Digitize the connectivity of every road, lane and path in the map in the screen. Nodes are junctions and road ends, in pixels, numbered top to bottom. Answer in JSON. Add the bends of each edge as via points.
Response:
+++++
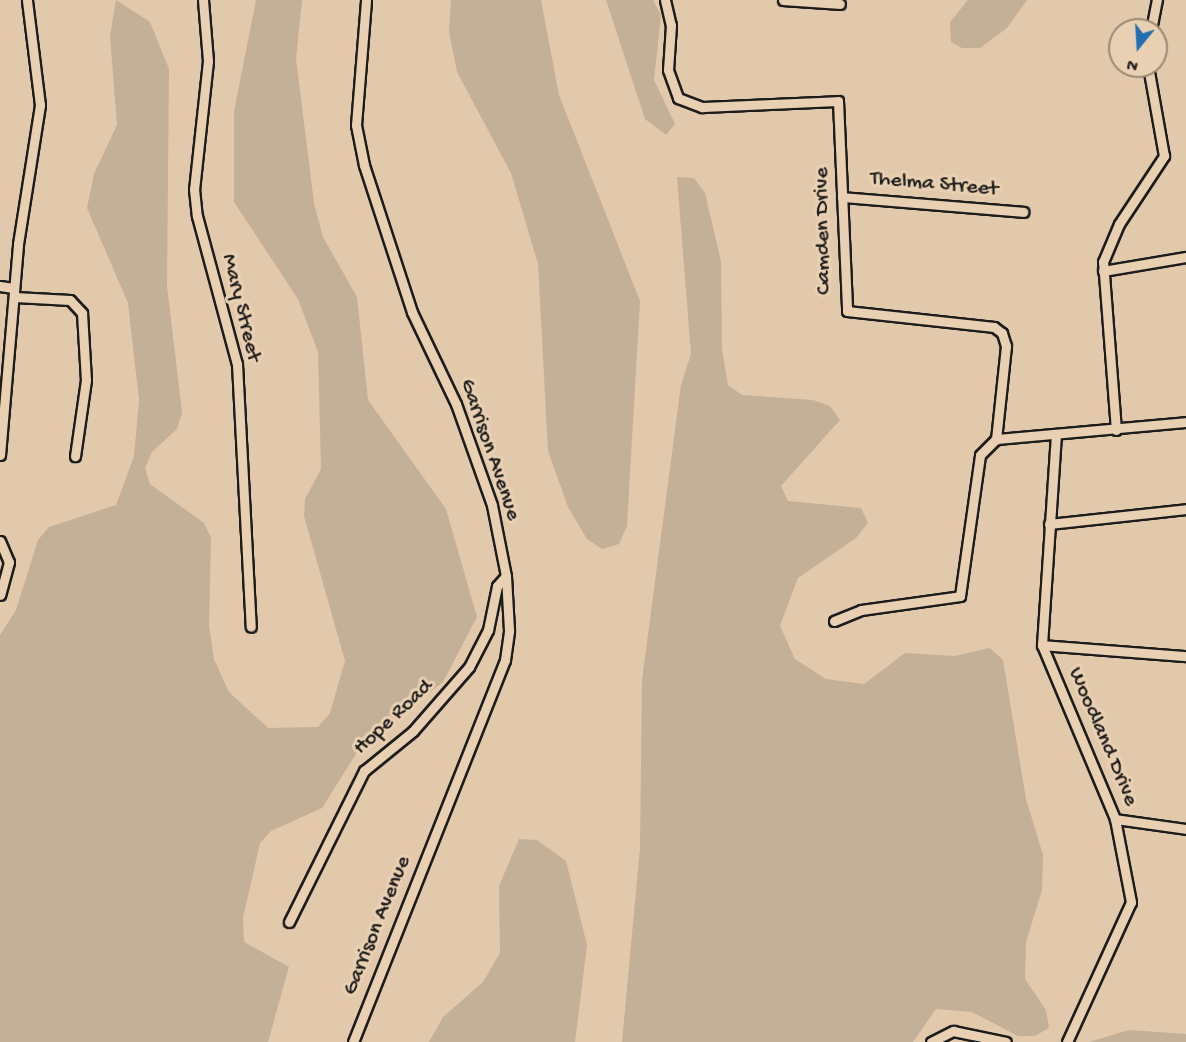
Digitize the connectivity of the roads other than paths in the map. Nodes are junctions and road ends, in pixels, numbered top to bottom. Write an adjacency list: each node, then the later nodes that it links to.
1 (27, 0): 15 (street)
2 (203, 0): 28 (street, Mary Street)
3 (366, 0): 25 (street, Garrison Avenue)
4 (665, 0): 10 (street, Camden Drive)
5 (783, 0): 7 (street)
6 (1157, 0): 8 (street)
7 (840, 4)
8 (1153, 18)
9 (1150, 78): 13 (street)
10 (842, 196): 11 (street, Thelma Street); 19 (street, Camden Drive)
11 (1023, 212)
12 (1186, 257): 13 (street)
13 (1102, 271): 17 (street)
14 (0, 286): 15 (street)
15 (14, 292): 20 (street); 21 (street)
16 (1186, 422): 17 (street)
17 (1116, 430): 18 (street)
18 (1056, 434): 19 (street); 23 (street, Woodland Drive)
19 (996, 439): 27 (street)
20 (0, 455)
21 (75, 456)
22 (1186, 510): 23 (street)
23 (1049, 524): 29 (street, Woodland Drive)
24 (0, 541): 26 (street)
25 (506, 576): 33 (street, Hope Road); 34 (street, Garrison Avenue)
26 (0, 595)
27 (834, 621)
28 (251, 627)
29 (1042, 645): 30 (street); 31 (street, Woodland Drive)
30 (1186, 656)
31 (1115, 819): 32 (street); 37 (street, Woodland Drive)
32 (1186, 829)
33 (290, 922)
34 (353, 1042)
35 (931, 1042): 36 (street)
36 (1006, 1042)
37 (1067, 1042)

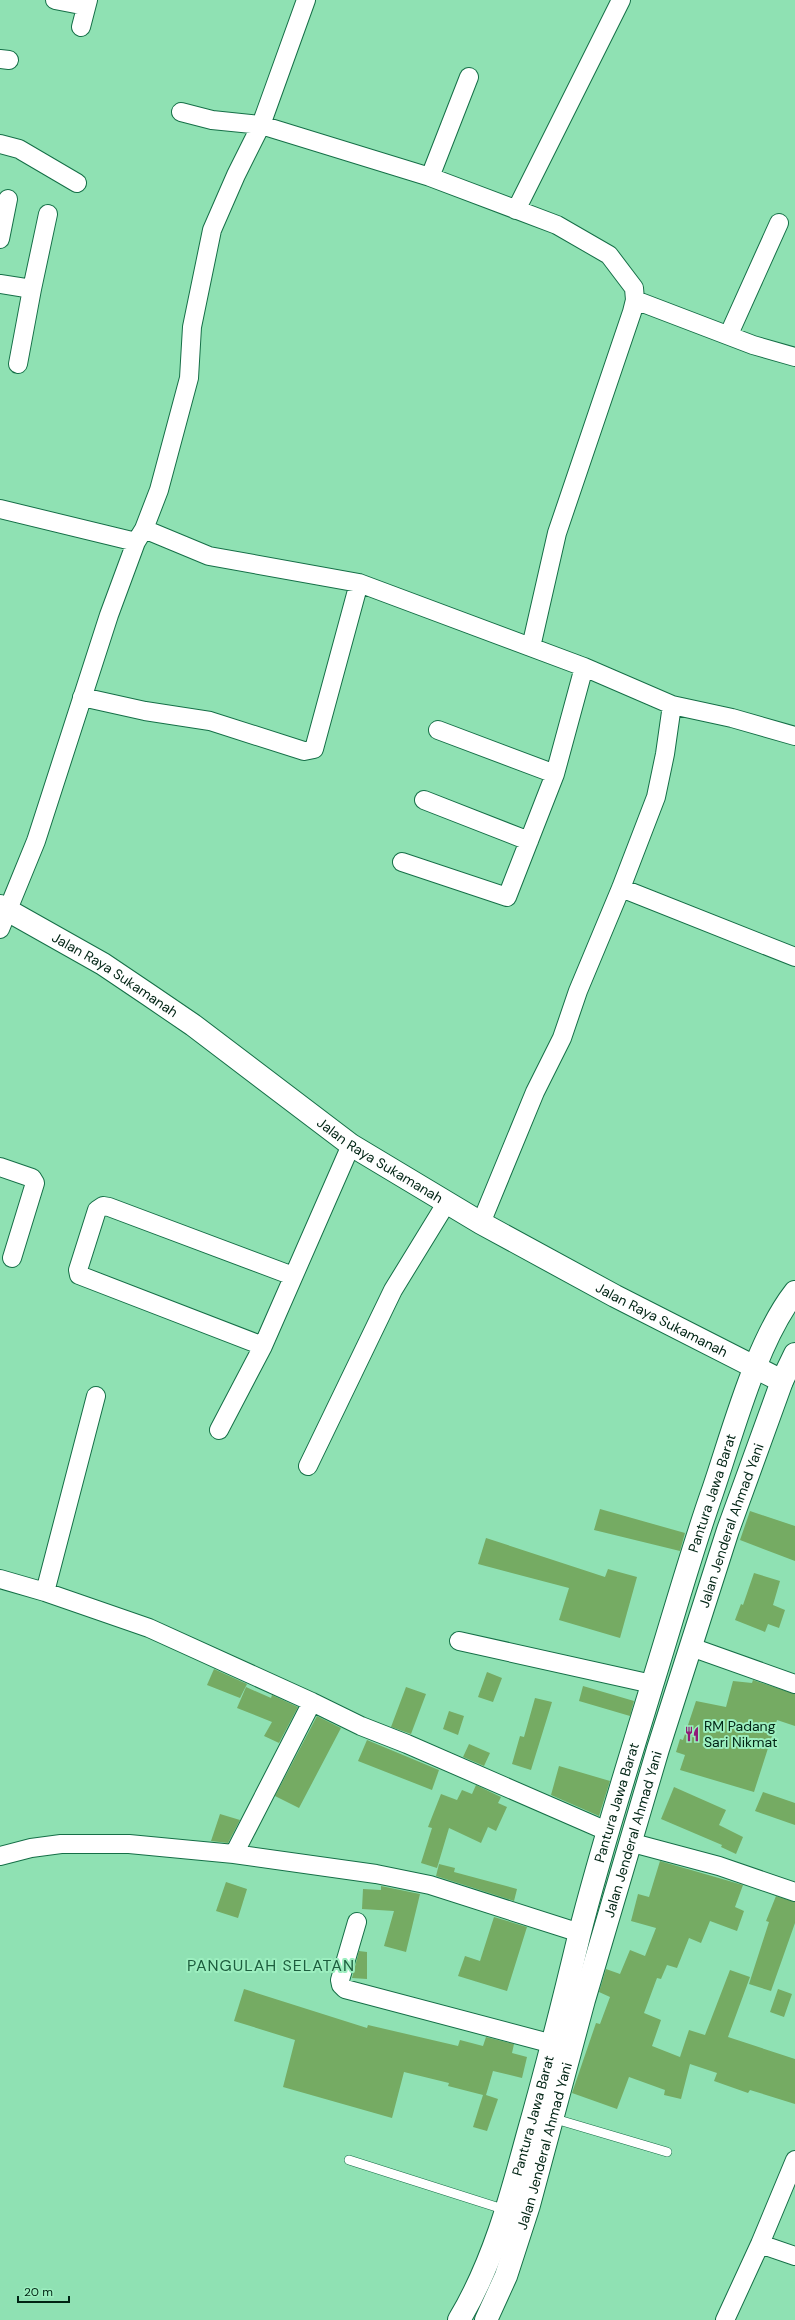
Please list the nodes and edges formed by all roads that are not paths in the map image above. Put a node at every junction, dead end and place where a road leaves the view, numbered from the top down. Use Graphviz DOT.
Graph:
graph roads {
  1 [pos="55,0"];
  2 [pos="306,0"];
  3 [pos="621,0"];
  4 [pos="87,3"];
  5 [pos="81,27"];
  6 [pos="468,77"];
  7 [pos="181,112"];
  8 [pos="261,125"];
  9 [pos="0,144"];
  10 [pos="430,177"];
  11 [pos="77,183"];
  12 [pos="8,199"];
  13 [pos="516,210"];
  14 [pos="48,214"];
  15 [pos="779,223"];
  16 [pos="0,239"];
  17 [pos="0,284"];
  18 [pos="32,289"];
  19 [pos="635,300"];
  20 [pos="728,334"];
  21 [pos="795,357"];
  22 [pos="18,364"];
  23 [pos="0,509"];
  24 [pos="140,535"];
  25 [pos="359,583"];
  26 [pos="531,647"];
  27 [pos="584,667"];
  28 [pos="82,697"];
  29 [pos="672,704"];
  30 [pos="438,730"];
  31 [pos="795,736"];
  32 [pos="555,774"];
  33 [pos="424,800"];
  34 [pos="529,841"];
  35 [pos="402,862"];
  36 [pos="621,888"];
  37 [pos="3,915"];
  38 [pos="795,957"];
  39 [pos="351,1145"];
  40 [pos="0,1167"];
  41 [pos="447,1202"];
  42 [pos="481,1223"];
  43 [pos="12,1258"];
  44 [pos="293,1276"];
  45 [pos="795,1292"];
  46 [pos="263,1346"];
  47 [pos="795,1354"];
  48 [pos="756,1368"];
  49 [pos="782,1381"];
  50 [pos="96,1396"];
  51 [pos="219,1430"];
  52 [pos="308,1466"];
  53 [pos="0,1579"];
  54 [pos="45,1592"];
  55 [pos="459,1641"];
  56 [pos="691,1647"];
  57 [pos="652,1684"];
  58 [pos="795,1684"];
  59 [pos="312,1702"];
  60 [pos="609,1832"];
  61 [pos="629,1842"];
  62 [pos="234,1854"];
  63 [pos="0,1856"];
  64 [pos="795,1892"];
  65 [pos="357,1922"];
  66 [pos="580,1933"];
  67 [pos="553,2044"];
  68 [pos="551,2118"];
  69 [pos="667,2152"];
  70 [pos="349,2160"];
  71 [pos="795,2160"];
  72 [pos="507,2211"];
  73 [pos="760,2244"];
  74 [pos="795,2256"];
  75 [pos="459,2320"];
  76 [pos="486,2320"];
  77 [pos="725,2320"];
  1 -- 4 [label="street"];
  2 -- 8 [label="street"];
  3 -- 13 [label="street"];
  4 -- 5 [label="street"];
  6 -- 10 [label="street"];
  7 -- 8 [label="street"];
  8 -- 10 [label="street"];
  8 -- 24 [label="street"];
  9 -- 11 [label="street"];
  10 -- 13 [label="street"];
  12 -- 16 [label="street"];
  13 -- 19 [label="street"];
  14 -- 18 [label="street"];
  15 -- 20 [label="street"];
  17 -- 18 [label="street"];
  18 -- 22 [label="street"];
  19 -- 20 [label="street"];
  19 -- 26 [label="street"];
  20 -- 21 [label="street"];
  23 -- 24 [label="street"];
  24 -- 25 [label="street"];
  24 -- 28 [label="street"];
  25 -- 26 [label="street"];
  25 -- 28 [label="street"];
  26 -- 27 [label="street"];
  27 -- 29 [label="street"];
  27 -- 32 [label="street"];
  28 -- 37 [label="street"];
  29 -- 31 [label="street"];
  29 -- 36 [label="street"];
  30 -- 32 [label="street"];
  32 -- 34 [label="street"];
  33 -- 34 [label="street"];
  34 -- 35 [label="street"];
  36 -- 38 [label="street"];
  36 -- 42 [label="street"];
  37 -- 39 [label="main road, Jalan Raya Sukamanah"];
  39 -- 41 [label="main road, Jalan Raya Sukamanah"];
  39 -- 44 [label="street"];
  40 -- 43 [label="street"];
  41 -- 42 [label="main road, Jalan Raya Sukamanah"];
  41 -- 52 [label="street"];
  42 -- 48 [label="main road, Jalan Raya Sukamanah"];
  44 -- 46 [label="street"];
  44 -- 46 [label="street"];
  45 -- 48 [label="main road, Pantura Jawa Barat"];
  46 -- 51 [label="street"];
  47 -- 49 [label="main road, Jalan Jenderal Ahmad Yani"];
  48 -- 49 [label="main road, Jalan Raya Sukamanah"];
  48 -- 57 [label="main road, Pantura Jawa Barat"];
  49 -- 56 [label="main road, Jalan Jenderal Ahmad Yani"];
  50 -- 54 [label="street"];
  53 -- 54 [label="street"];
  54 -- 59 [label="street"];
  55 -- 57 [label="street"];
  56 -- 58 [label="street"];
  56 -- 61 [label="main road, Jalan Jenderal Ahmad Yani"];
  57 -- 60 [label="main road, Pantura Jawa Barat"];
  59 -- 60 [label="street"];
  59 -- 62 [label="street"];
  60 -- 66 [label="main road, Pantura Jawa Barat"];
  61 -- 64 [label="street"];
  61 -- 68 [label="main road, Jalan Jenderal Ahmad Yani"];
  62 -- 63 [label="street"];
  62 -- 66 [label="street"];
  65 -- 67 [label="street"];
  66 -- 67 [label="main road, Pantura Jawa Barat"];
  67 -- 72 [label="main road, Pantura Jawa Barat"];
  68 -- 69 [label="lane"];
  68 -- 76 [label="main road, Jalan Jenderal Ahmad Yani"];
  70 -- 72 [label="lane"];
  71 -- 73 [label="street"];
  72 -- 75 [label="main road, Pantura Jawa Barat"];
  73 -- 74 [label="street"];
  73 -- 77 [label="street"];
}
+++++
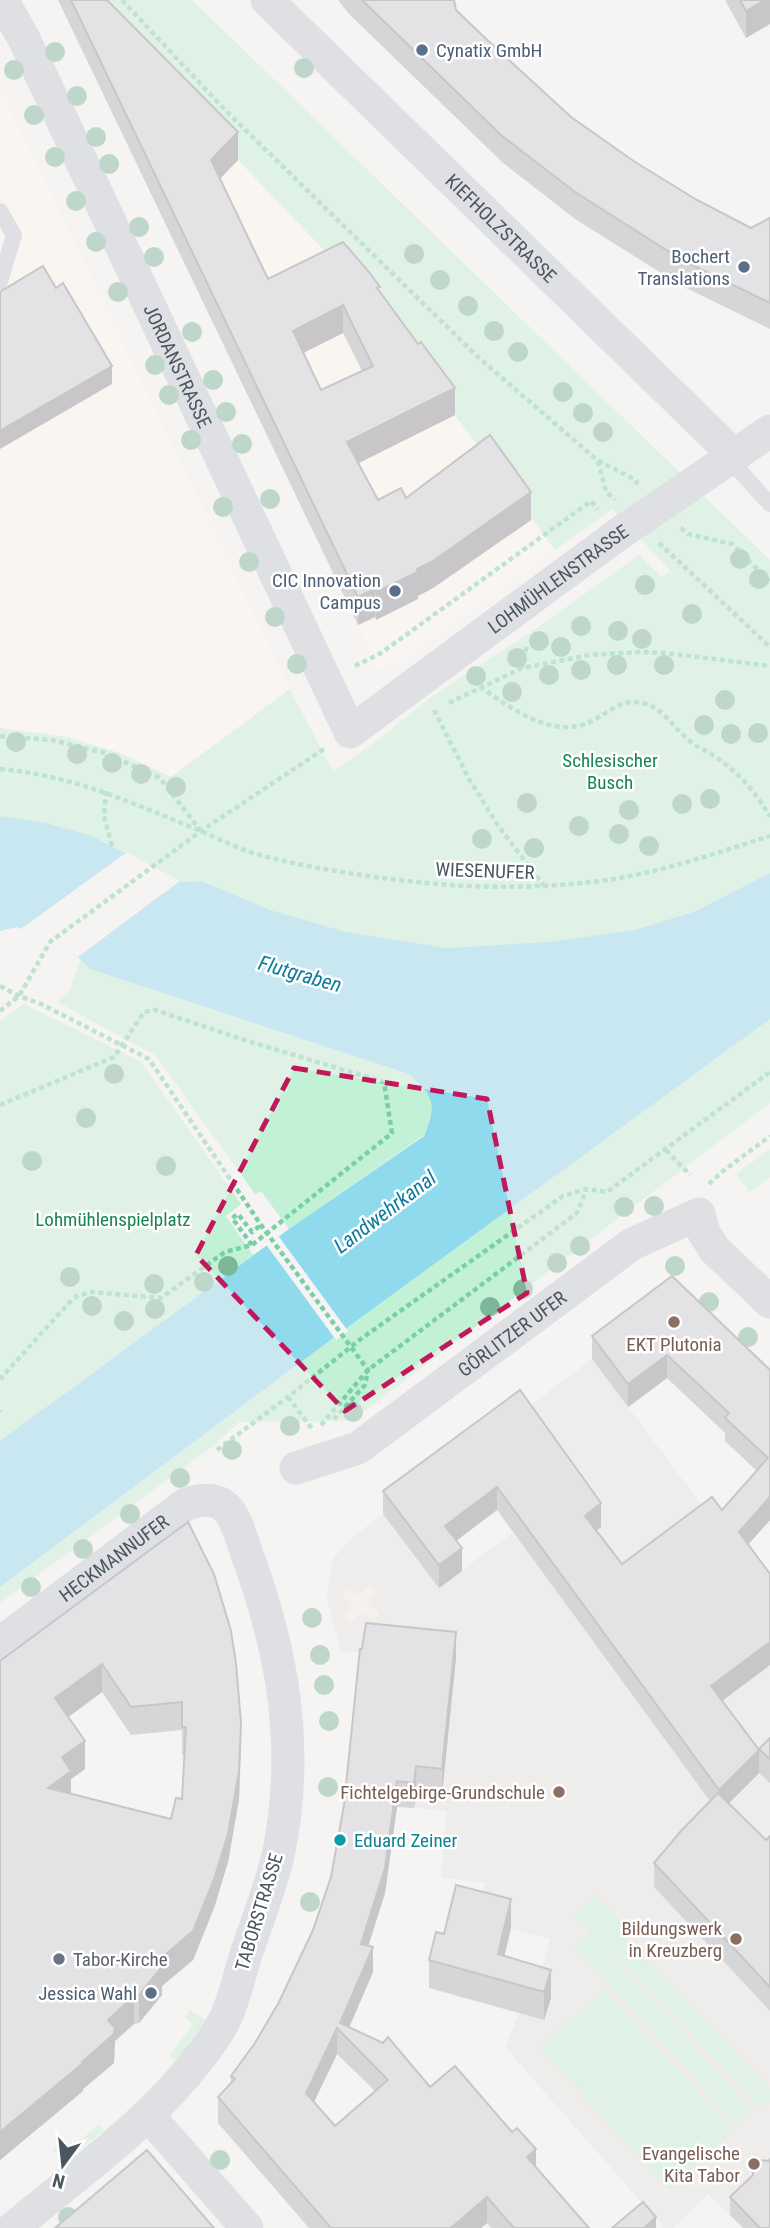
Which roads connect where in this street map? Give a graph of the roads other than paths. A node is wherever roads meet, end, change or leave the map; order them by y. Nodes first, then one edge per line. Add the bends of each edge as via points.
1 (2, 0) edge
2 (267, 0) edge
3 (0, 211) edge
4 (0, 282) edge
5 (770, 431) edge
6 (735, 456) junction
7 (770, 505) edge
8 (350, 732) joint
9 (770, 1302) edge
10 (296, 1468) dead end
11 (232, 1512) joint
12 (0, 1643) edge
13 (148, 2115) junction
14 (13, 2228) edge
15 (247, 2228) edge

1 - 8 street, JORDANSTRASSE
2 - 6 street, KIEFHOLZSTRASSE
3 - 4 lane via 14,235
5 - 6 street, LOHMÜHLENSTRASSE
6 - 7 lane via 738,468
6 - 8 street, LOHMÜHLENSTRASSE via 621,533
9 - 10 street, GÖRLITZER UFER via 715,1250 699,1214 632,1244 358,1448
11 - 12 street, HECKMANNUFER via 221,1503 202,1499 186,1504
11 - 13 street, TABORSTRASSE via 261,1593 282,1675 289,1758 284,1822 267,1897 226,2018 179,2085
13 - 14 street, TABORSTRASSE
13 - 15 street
+++++
* **REQUIRED ACTION**:
Count up the lines in the records that contain the word "every" and reply with that figure only.

* **ANSWER TO THIS TASK**:
2